There are several contributing reasons, large populations displaced by conflict and severe weather, insecticide and drug resistance, competing priorities with COVID-19 and Ebola. Part of the problem may also be us and our pre-pandemic systems of more recent years since Global Fund enabled resources to flow along very narrow pathways proscribed in Geneva.
Arundhati Roy published “The Pandemic as Portal” in the Financial Times, April 3, 2020, where she wrote:
The accelerated response to the emergency, with new coronavirus diagnostics, vaccines and therapeutics, as well as the intense healthcare system response, carry lessons for global malaria efforts. The public sector commitment to work in partnership with the private sector to develop these technologies and expedite their review, country registration and deployment stands in stark contrast to the way we approach “the other emergency” of malaria.
Industry is not ‘otherness’
We old malariologists often hold the commercial sector at arm’s length, ‘vendors’ rather than ‘partners’ competing in massive global tenders for the lowest possible unit cost. With insecticide-treated bednets, this cost drive to the bottom stifles innovation for durability quality improvement, user acceptability and incorporation of new chemistries to combat insecticide resistance.
In a discussion with a former director of the WHO Global Malaria Programme, about the prohibition of industry partners being invited to a WHO meeting on insecticide resistance for fear they are looking only for their own self-interest, I remarked:
“We’re like an old married couple. We’re no longer trying to woo each other, but we have some problem children we need to deal with.”
And is the self-interest of industry any different than the self-interest of researchers looking to advance their own careers and institutions demanding yet more funding for studies before product approval? We had several examples of public private partnerships for improved access to public health commodities in the WASH sector, reproductive health as well as malaria vector control before the massive funding available in the early 2000s allowed us to ignore those partnerships and try to go it alone [2].

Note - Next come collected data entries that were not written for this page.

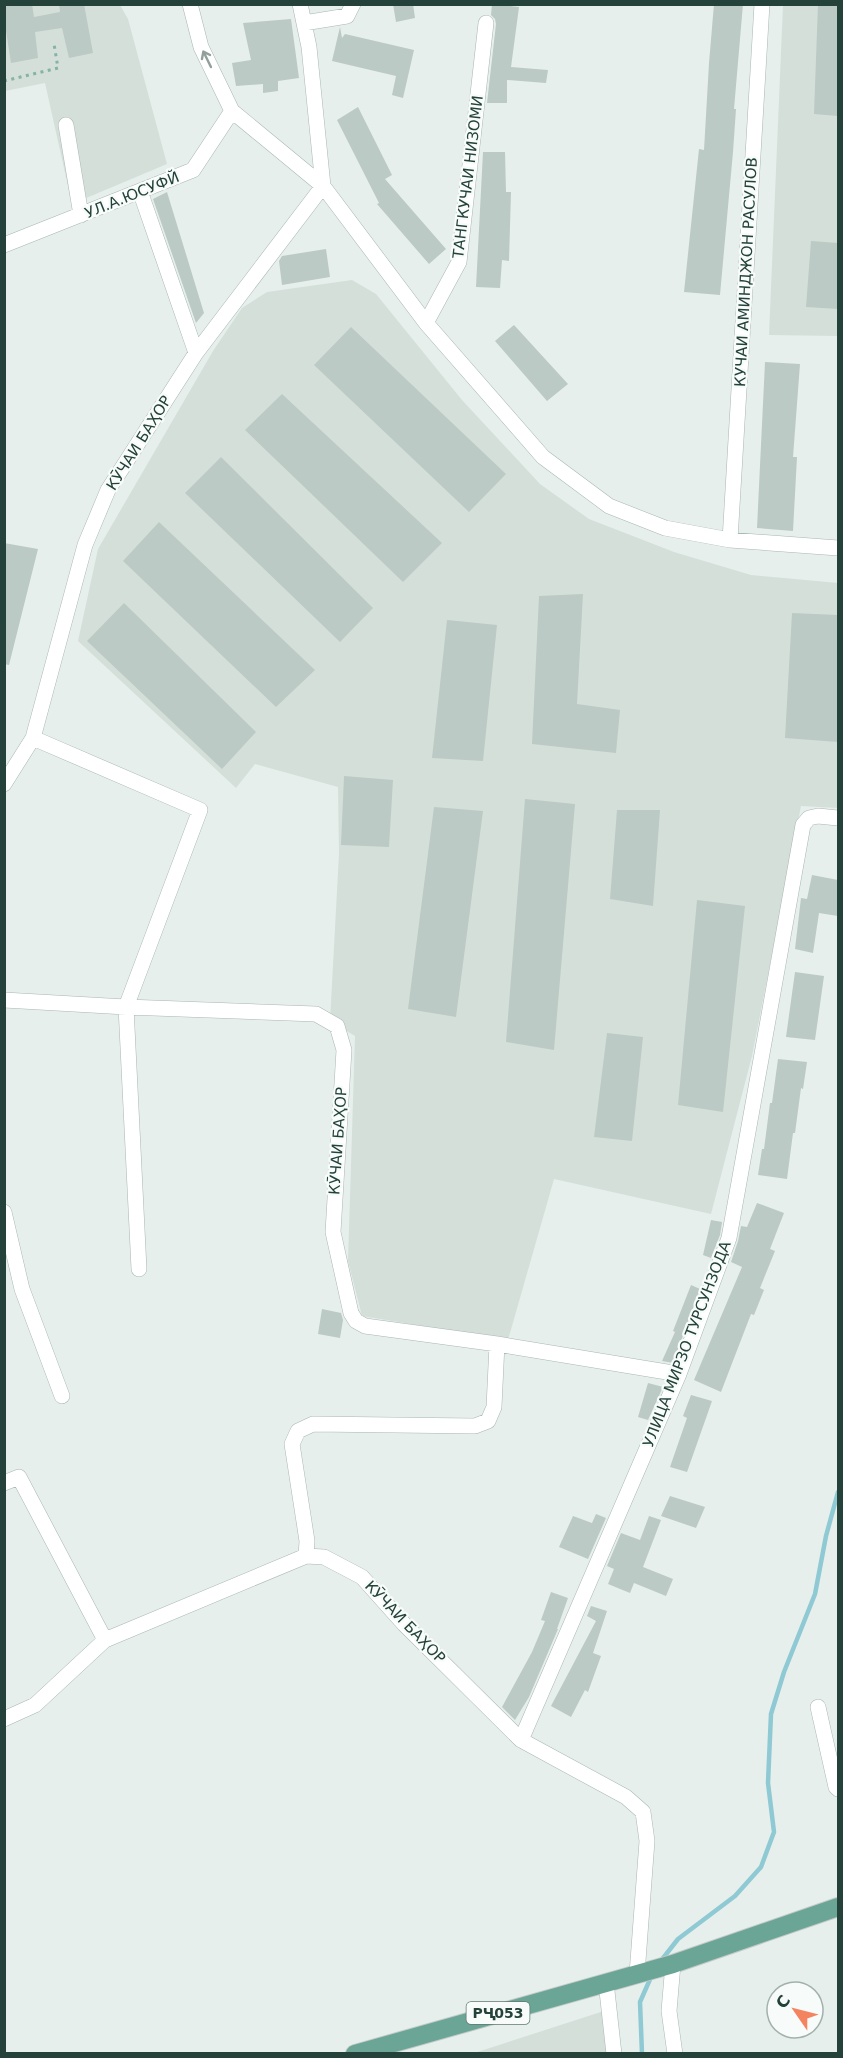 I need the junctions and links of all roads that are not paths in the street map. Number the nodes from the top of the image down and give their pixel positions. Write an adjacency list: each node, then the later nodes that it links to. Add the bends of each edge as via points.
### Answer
1 (190, 4): 7 (street, one-way to 1, via 201,47)
2 (300, 4): 5 (street)
3 (353, 4): 5 (street, via 347,15)
4 (762, 4): 15 (street, КУЧАИ АМИНДЖОН РАСУЛОВ)
5 (304, 23): 9 (street)
6 (486, 24): 13 (street, ТАНГКУЧАИ НИЗОМИ, via 459,262)
7 (232, 111): 9 (street); 10 (street, УЛ.А.ЮСУФЙ, via 193,170)
8 (66, 125): 11 (street)
9 (323, 186): 13 (street); 14 (street, КӮЧАИ БАҲОР)
10 (140, 191): 11 (street, УЛ.А.ЮСУФЙ); 14 (street)
11 (81, 215): 12 (street, УЛ.А.ЮСУФЙ)
12 (4, 245)
13 (426, 323): 15 (street, via 543,457 609,506 665,528)
14 (196, 353): 17 (street, КӮЧАИ БАҲОР, via 108,490 86,544)
15 (730, 540): 16 (street)
16 (838, 548)
17 (33, 738): 18 (street, КӮЧАИ БАҲОР); 21 (street, via 200,810)
18 (4, 784)
19 (838, 818): 25 (street, УЛИЦА МИРЗО ТУРСУНЗОДА, via 818,816 803,825 729,1238)
20 (4, 1000): 21 (street, КӮЧАИ БАҲОР)
21 (126, 1007): 23 (street); 24 (street, КӮЧАИ БАҲОР, via 316,1014 337,1026 344,1050 333,1232 351,1313 365,1326)
22 (4, 1212): 26 (street, via 22,1289)
23 (139, 1269)
24 (497, 1344): 25 (street, КӮЧАИ БАҲОР); 28 (street, via 494,1407 488,1420 475,1426 313,1424 298,1431 292,1444)
25 (679, 1374): 32 (street, УЛИЦА МИРЗО ТУРСУНЗОДА)
26 (62, 1396)
27 (4, 1483): 29 (street, via 19,1477)
28 (306, 1556): 29 (street); 32 (street, КӮЧАИ БАҲОР, via 324,1557 362,1577)
29 (105, 1640): 31 (street, via 35,1705)
30 (818, 1707): 33 (street)
31 (4, 1719)
32 (521, 1740): 36 (street, КӮЧАИ БАҲОР, via 626,1797 643,1812 647,1841)
33 (838, 1789)
34 (838, 1907): 35 (main road, РҶ053)
35 (670, 1964): 36 (main road, РҶ053); 40 (street, via 669,2011)
36 (638, 1973): 37 (main road, РҶ053)
37 (606, 1982): 38 (main road, РҶ053); 39 (street)
38 (355, 2054)
39 (614, 2054)
40 (675, 2054) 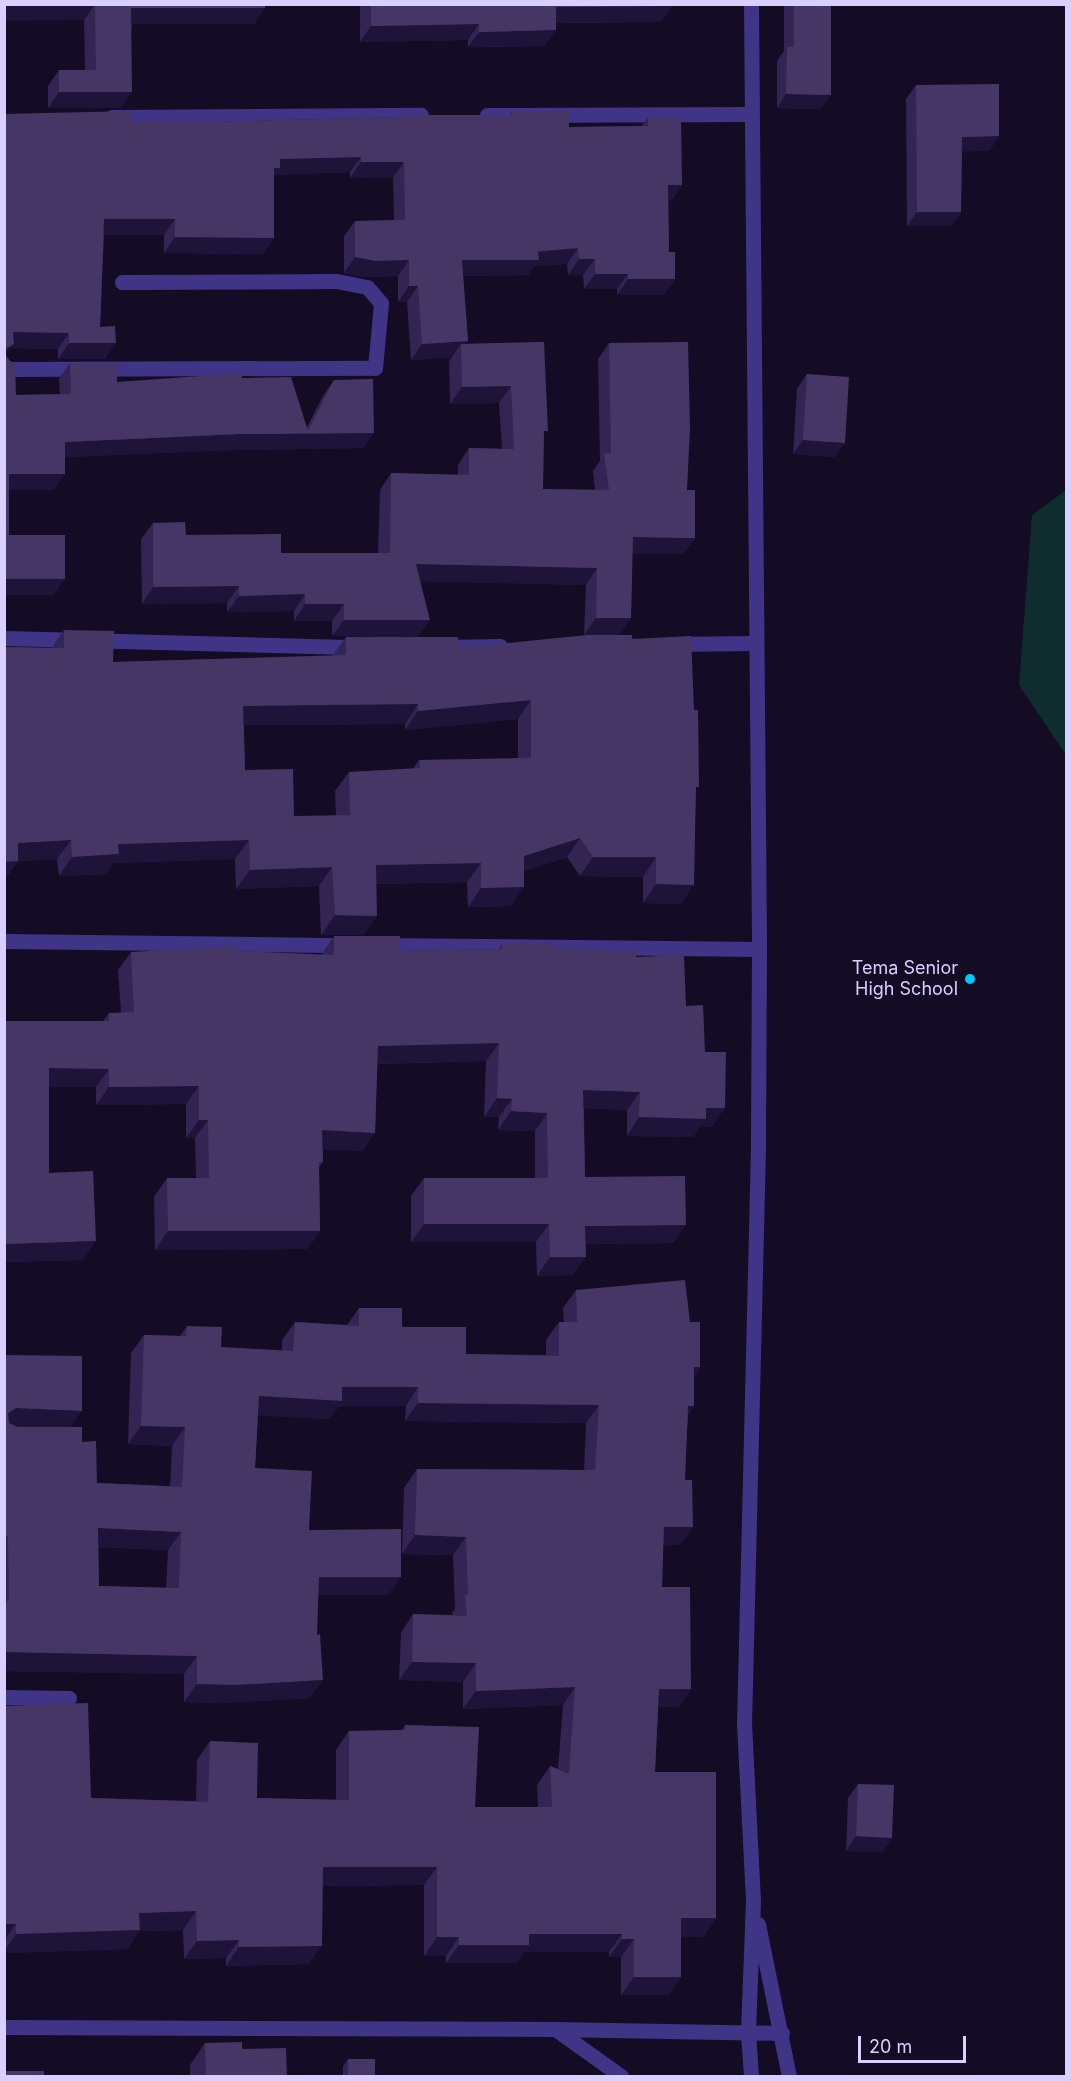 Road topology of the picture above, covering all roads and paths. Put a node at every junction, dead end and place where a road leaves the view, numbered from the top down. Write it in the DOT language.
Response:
graph roads {
  1 [pos="751,4"];
  2 [pos="751,114"];
  3 [pos="436,115"];
  4 [pos="470,115"];
  5 [pos="92,117"];
  6 [pos="122,282"];
  7 [pos="4,369"];
  8 [pos="4,638"];
  9 [pos="755,643"];
  10 [pos="661,644"];
  11 [pos="519,646"];
  12 [pos="377,647"];
  13 [pos="424,647"];
  14 [pos="4,941"];
  15 [pos="759,949"];
  16 [pos="4,1697"];
  17 [pos="69,1698"];
  18 [pos="753,1901"];
  19 [pos="4,2027"];
  20 [pos="555,2029"];
  21 [pos="748,2033"];
  22 [pos="782,2033"];
  23 [pos="621,2076"];
  24 [pos="752,2076"];
  25 [pos="789,2076"];
  1 -- 2 [label="street"];
  2 -- 4 [label="street"];
  2 -- 9 [label="street"];
  3 -- 5 [label="street"];
  6 -- 7 [label="street"];
  8 -- 12 [label="street"];
  9 -- 10 [label="street"];
  9 -- 15 [label="street"];
  11 -- 13 [label="street"];
  14 -- 15 [label="street"];
  15 -- 18 [label="street"];
  16 -- 17 [label="street"];
  18 -- 21 [label="street"];
  18 -- 22 [label="street"];
  19 -- 20 [label="street"];
  20 -- 21 [label="street"];
  20 -- 23 [label="street"];
  21 -- 22 [label="street"];
  21 -- 24 [label="street"];
  22 -- 25 [label="street"];
}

Expedited approvals (Not): Beyond the “Gold Standard” RCT with epidemiological outcomes
The approval process for malaria products is numbingly slow; taking years for innovations that may have already been approved for safety and efficacy by stringent regulatory authorities such as the US Environmental Protection Agency. There are often demands for prohibitively expensive Randomised Control Trials (RCTs) with epidemiological endpoints. While RCTs are the ‘gold-standard’ for therapeutics and vaccines, they may be inappropriate and at times unethical in context-specific environmentally driven processes like malaria transmission. There is an old joke that “RCT is the Gold Standard is like a shiny rock that only has value because people with a vested interest say so”.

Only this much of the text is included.